[Pose estimation data]

========

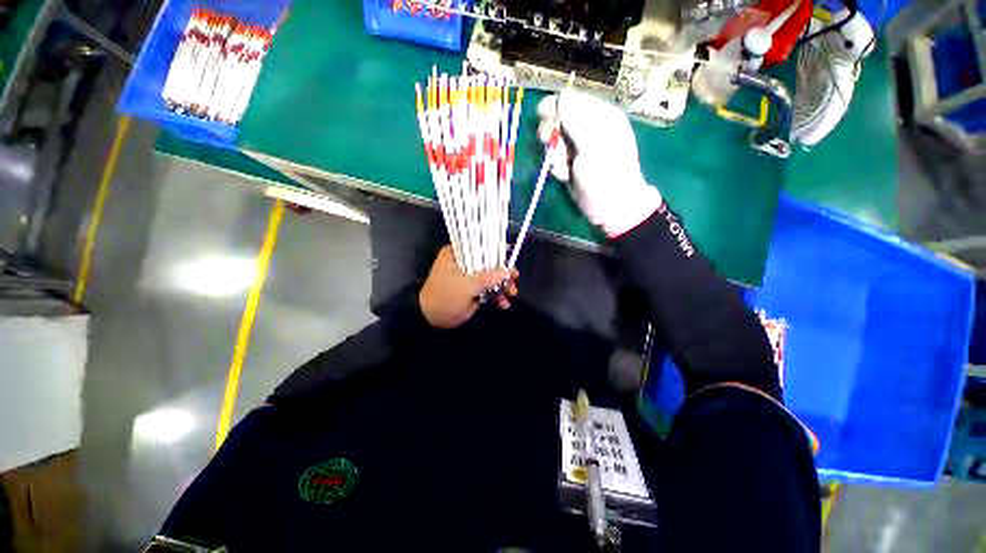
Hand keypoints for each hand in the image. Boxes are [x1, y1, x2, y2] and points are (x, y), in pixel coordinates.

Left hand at [419, 246, 519, 328]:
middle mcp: (464, 261)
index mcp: (457, 253)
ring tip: (511, 295)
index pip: (481, 246)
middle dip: (503, 273)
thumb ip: (487, 278)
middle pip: (489, 262)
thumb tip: (507, 270)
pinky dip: (497, 295)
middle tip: (514, 282)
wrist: (431, 319)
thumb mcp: (465, 288)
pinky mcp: (472, 288)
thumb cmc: (444, 298)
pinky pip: (488, 288)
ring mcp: (469, 275)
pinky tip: (503, 304)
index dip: (498, 253)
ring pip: (491, 275)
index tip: (510, 262)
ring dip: (502, 285)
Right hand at [537, 90, 662, 237]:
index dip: (556, 107)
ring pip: (555, 142)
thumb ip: (576, 121)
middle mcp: (589, 129)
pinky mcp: (572, 165)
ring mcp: (579, 149)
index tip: (543, 116)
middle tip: (549, 143)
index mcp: (600, 117)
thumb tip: (562, 96)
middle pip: (559, 121)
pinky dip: (557, 167)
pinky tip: (564, 175)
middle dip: (552, 133)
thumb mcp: (592, 146)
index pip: (572, 100)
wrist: (611, 208)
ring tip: (562, 166)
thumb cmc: (606, 176)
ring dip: (554, 154)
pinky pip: (556, 159)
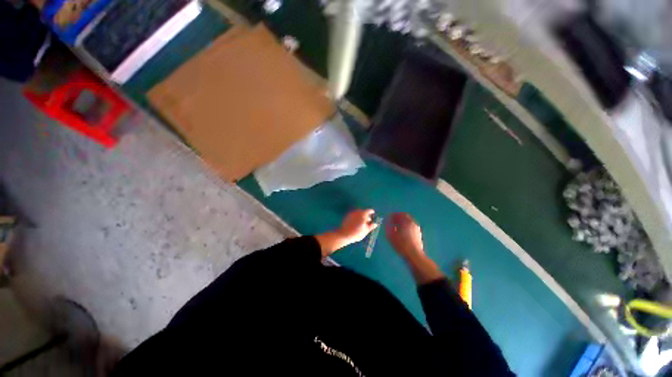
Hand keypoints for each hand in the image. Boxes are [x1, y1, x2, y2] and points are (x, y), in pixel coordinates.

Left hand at [336, 209, 378, 244]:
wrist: (344, 234)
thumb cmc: (356, 233)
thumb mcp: (366, 231)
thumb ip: (371, 226)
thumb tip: (375, 224)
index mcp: (363, 214)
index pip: (369, 210)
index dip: (371, 212)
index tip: (373, 215)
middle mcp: (357, 212)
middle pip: (363, 211)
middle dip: (366, 215)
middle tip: (368, 221)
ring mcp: (351, 213)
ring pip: (358, 213)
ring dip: (361, 217)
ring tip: (362, 224)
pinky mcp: (347, 216)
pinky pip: (354, 215)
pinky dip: (356, 218)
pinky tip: (356, 224)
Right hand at [386, 213, 443, 283]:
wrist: (414, 256)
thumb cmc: (401, 244)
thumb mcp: (391, 235)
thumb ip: (388, 227)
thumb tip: (386, 222)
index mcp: (407, 222)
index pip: (400, 214)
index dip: (394, 215)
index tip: (389, 217)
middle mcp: (413, 224)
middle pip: (406, 218)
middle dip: (398, 219)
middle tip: (392, 221)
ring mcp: (417, 230)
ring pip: (409, 223)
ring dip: (402, 223)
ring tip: (396, 228)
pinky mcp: (418, 236)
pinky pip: (411, 228)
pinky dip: (406, 228)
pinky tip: (402, 234)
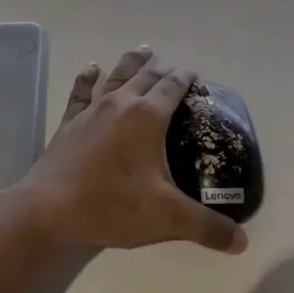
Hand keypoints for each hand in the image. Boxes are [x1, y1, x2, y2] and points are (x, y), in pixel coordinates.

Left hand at [11, 48, 247, 256]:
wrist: (50, 210)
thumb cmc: (113, 206)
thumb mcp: (167, 218)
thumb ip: (207, 227)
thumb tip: (243, 242)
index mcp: (147, 117)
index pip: (172, 87)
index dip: (185, 79)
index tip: (195, 76)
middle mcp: (121, 103)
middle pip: (145, 76)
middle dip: (161, 69)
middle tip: (172, 67)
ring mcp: (92, 110)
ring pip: (115, 75)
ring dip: (131, 62)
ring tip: (142, 50)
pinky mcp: (70, 121)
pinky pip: (81, 91)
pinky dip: (88, 77)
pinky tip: (90, 69)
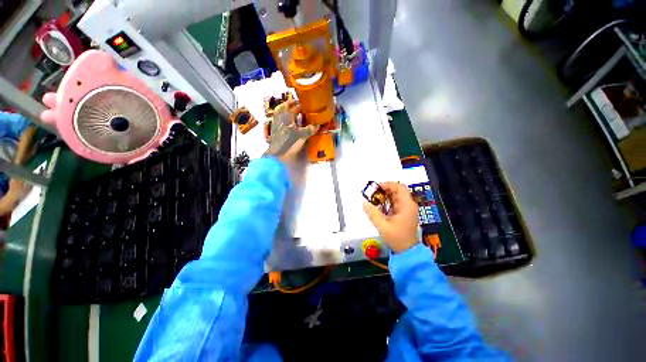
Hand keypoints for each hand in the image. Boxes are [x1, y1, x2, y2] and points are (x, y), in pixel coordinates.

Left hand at [264, 100, 318, 165]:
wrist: (278, 153)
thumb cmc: (290, 142)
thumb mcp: (302, 136)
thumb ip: (310, 129)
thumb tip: (317, 124)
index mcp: (287, 116)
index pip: (294, 107)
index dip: (300, 105)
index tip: (305, 105)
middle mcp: (280, 117)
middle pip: (284, 106)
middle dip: (291, 104)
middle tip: (298, 105)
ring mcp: (275, 123)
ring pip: (279, 112)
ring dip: (285, 109)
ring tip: (291, 111)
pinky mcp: (273, 129)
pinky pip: (277, 118)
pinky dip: (282, 117)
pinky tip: (286, 121)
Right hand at [363, 182, 418, 252]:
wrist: (407, 251)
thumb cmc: (397, 238)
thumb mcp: (382, 226)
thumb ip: (372, 213)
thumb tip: (364, 203)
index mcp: (407, 205)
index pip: (399, 187)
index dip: (387, 185)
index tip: (376, 187)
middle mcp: (409, 205)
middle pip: (397, 191)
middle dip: (384, 190)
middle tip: (373, 193)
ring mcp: (407, 209)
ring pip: (396, 196)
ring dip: (385, 196)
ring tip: (374, 199)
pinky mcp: (404, 213)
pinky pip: (395, 202)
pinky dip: (387, 202)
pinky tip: (380, 206)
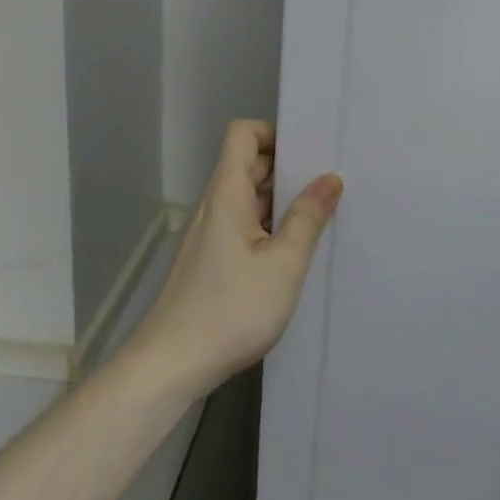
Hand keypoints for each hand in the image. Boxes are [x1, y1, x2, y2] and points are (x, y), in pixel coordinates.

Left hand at [134, 120, 342, 396]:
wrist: (170, 366)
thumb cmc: (230, 309)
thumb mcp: (283, 264)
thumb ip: (308, 218)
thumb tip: (330, 179)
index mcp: (228, 193)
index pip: (243, 134)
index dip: (274, 133)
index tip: (308, 152)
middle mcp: (214, 205)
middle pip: (248, 164)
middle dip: (287, 167)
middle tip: (328, 182)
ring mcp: (209, 234)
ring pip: (247, 198)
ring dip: (280, 200)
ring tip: (320, 215)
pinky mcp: (208, 261)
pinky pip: (242, 225)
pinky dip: (268, 226)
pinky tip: (293, 251)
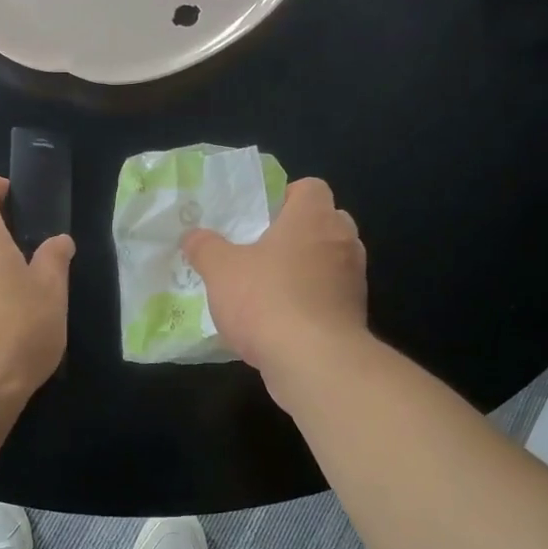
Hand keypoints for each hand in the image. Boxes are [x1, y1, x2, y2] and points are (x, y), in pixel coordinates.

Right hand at [182, 177, 367, 398]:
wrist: (314, 361)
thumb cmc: (267, 300)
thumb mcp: (220, 270)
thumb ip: (205, 248)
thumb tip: (192, 236)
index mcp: (313, 217)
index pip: (311, 187)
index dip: (286, 196)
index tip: (262, 215)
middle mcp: (342, 241)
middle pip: (325, 222)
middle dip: (298, 233)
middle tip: (264, 249)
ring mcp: (354, 279)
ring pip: (331, 261)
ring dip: (307, 269)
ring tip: (271, 287)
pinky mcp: (355, 314)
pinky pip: (331, 296)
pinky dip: (312, 301)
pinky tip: (283, 321)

========

Your goal - From the first line to the last, repeat the entries exactly and leave out the pictures.

Response for this exercise -
Hand keypoints for each hand in the image. Boxes are [x1, y1, x2, y2] and points are (x, y), in pixel coordinates.

Left hand at [419, 246, 519, 328]:
middle mcp: (464, 261)
index mcp: (457, 253)
ring tip: (511, 295)
index pip: (481, 246)
middle dip: (503, 273)
thumb ip: (487, 278)
middle pip: (489, 262)
thumb tip: (507, 270)
pinky dip: (497, 295)
middle tip: (514, 282)
wrist: (431, 319)
thumb mcp: (465, 288)
pinky mcp: (472, 288)
thumb cmc: (444, 298)
pinky pip: (488, 288)
ring mcp: (469, 275)
pinky tip: (503, 304)
index dip: (498, 253)
ring pip: (491, 275)
index tip: (510, 262)
ring dip: (502, 285)
Right hand at [537, 90, 662, 237]:
index dip: (556, 107)
ring pip: (555, 142)
thumb ip: (576, 121)
middle mcp: (589, 129)
pinky mcp: (572, 165)
ring mcp: (579, 149)
index tip: (543, 116)
middle tip: (549, 143)
index mcp: (600, 117)
thumb tip: (562, 96)
middle pip: (559, 121)
pinky dip: (557, 167)
pinky tip: (564, 175)
middle dip: (552, 133)
thumb mcp: (592, 146)
index pip: (572, 100)
wrist: (611, 208)
ring tip: (562, 166)
thumb cmc: (606, 176)
ring dip: (554, 154)
pinky pip: (556, 159)
Hand keypoints for each hand in the image. Boxes are [x1, y1, x2, y2] and points are (x, y), in pixel coordinates.

Left hand at [336, 209, 378, 244]:
wrist: (344, 234)
thumb cmc: (356, 233)
thumb mcp: (366, 231)
thumb ip: (371, 226)
thumb tip: (375, 224)
index mcp: (363, 214)
index pip: (369, 210)
index dip: (371, 212)
index tip: (373, 215)
middle mcp: (357, 212)
middle pip: (363, 211)
middle dip: (366, 215)
middle tip: (368, 221)
ring mcp: (351, 213)
ring pip: (358, 213)
ring dip: (361, 217)
ring tip: (362, 224)
pinky mcp: (347, 216)
pinky pip: (354, 215)
pinky dip: (356, 218)
pinky tip: (356, 224)
Right hand at [386, 213, 443, 283]:
wrist: (414, 256)
thumb cmc: (401, 244)
thumb mcp: (391, 235)
thumb ip: (388, 227)
thumb tip: (386, 222)
index mcp: (407, 222)
index pip: (400, 214)
index dip: (394, 215)
index tip: (389, 217)
middle mcp: (413, 224)
middle pip: (406, 218)
middle dip: (398, 219)
middle tip: (392, 221)
ring mcp: (417, 230)
ring pip: (409, 223)
ring dip: (402, 223)
ring tip: (396, 228)
pinky mcp: (418, 236)
pinky pip: (411, 228)
pinky dip: (406, 228)
pinky tip: (402, 234)
Hand keypoints for each hand in the image. Boxes are [x1, y1, x2, y2] and points are (x, y), in pixel coordinates.

Left hand at [11, 48, 247, 256]:
wrist: (50, 210)
thumb cmc: (113, 206)
thumb mcp: (167, 218)
thumb ip: (207, 227)
thumb tip: (243, 242)
index mcp: (147, 117)
index pip: (172, 87)
index dip: (185, 79)
index tip: (195, 76)
middle mcp: (121, 103)
middle pip: (145, 76)
middle dip: (161, 69)
middle tip: (172, 67)
ring mcp: (92, 110)
ring pip: (115, 75)
ring dip: (131, 62)
ring tip: (142, 50)
pinky mcp: (70, 121)
pinky pip: (81, 91)
pinky dip: (88, 77)
pinky tip: (90, 69)
Hand keypoints for each hand in the image. Boxes are [x1, y1, x2, y2] and points are (x, y), in pixel coordinates.

Left hand at [264, 100, 318, 165]:
wrist: (278, 153)
thumb cmc: (290, 142)
thumb mcp: (302, 136)
thumb ip: (310, 129)
thumb tip: (317, 124)
index mcp: (287, 116)
index pip: (294, 107)
index dip: (300, 105)
index tip: (305, 105)
middle mcp: (280, 117)
middle pip: (284, 106)
middle dip: (291, 104)
middle tip: (298, 105)
ring mcp: (275, 123)
ring pip: (279, 112)
ring dip: (285, 109)
ring tip: (291, 111)
pinky mcp: (273, 129)
pinky pip: (277, 118)
pinky dip: (282, 117)
pinky tip: (286, 121)
Right hand at [363, 182, 418, 252]:
wrist: (407, 251)
thumb cmc: (397, 238)
thumb mcp: (382, 226)
thumb ip: (372, 213)
thumb tip: (364, 203)
index mcp: (407, 205)
index pip: (399, 187)
index dip: (387, 185)
index tip: (376, 187)
middle mcp: (409, 205)
middle pip: (397, 191)
middle dip: (384, 190)
middle tip: (373, 193)
ring mcp: (407, 209)
ring pip: (396, 196)
ring dip: (385, 196)
ring tip: (374, 199)
pinky mcp: (404, 213)
pinky pip: (395, 202)
pinky dip: (387, 202)
pinky tip: (380, 206)
Hand keypoints for each hand in the image. Boxes are [x1, y1, x2, y2] and points are (x, y), in pixel coordinates.

Left hand at [134, 120, 342, 396]:
wrist: (170, 366)
thumb cmc: (230, 309)
thumb mcp: (283, 264)
thumb ip: (308, 218)
thumb tip: (330, 179)
index mcp: (228, 193)
index pip: (243, 134)
index dip: (274, 133)
index tip: (308, 152)
middle mcp: (214, 205)
middle pip: (248, 164)
middle dip: (287, 167)
middle tip: (328, 182)
ring mcp: (209, 234)
ring pip: (247, 198)
ring dip: (280, 200)
ring tip: (320, 215)
pinky mcp: (208, 261)
pinky pip: (242, 225)
pinky dip: (268, 226)
pinky tip: (293, 251)
Hand keypoints for each hand in the image. Boxes are [x1, y1, x2, y2] and points are (x, y), in pixel coordinates.

Right hand at [182, 177, 367, 398]:
wrist: (314, 361)
thumb cmc: (267, 300)
thumb mcp: (220, 270)
thumb ip: (205, 248)
thumb tip: (192, 236)
index mcp: (313, 217)
index pip: (311, 187)
index dip: (286, 196)
index tip: (262, 215)
middle mcp: (342, 241)
middle pip: (325, 222)
middle dip: (298, 233)
middle tip: (264, 249)
ring mcp: (354, 279)
ring pip: (331, 261)
ring dip: (307, 269)
ring tip: (271, 287)
pinky mcp: (355, 314)
pinky pip: (331, 296)
pinky dip: (312, 301)
pinky tip: (283, 321)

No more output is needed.